Available data -
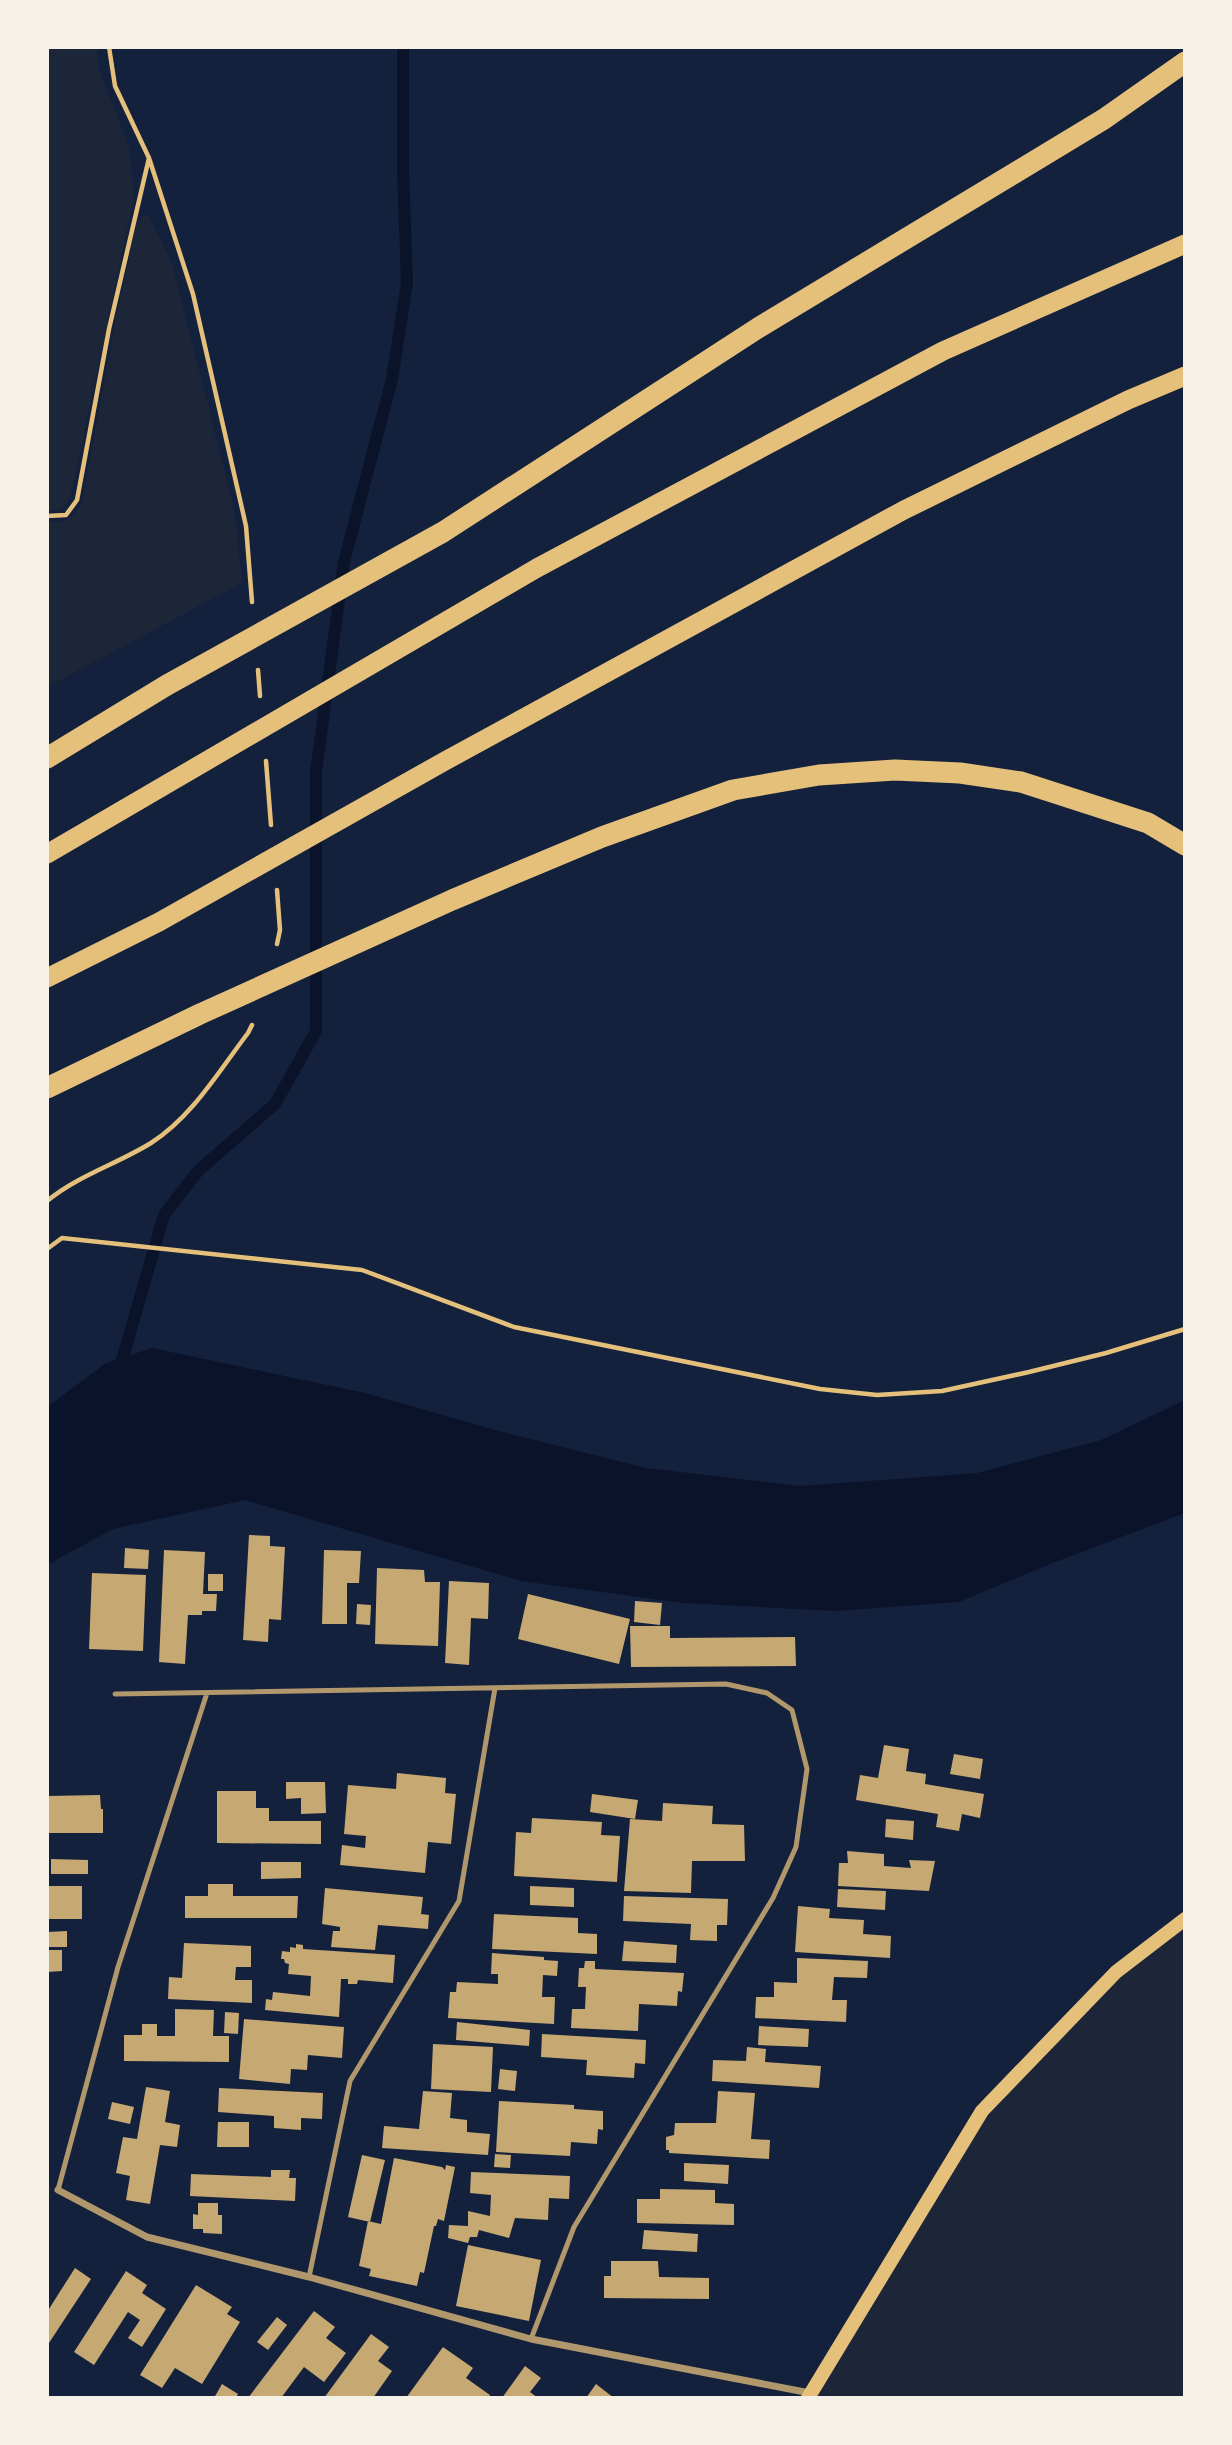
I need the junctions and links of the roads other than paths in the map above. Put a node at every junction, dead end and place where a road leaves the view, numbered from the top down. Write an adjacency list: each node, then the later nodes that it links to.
1 (1185, 61): 4 (highway)
2 (1185, 244): 6 (highway)
3 (1185, 376): 7 (highway)
4 (47, 758)
5 (1185, 845): 8 (highway)
6 (47, 854)
7 (47, 978)
8 (47, 1088)
9 (495, 1688): 10 (lane); 14 (lane); 15 (lane)
10 (207, 1693): 11 (lane); 13 (lane)
11 (115, 1694)
12 (1185, 1919): 16 (main road)
13 (58, 2190): 14 (street)
14 (309, 2277): 15 (street)
15 (531, 2339): 16 (street)
16 (810, 2395)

About this task - Could the listing above be printed again in full, with every picture omitted?

Exercise answer -
I need the junctions and links of the roads other than paths in the map above. Put a node at every junction, dead end and place where a road leaves the view, numbered from the top down. Write an adjacency list: each node, then the later nodes that it links to.
1 (1185, 61): 4 (highway)
2 (1185, 244): 6 (highway)
3 (1185, 376): 7 (highway)
4 (47, 758)
5 (1185, 845): 8 (highway)
6 (47, 854)
7 (47, 978)
8 (47, 1088)
9 (495, 1688): 10 (lane); 14 (lane); 15 (lane)
10 (207, 1693): 11 (lane); 13 (lane)
11 (115, 1694)
12 (1185, 1919): 16 (main road)
13 (58, 2190): 14 (street)
14 (309, 2277): 15 (street)
15 (531, 2339): 16 (street)
16 (810, 2395)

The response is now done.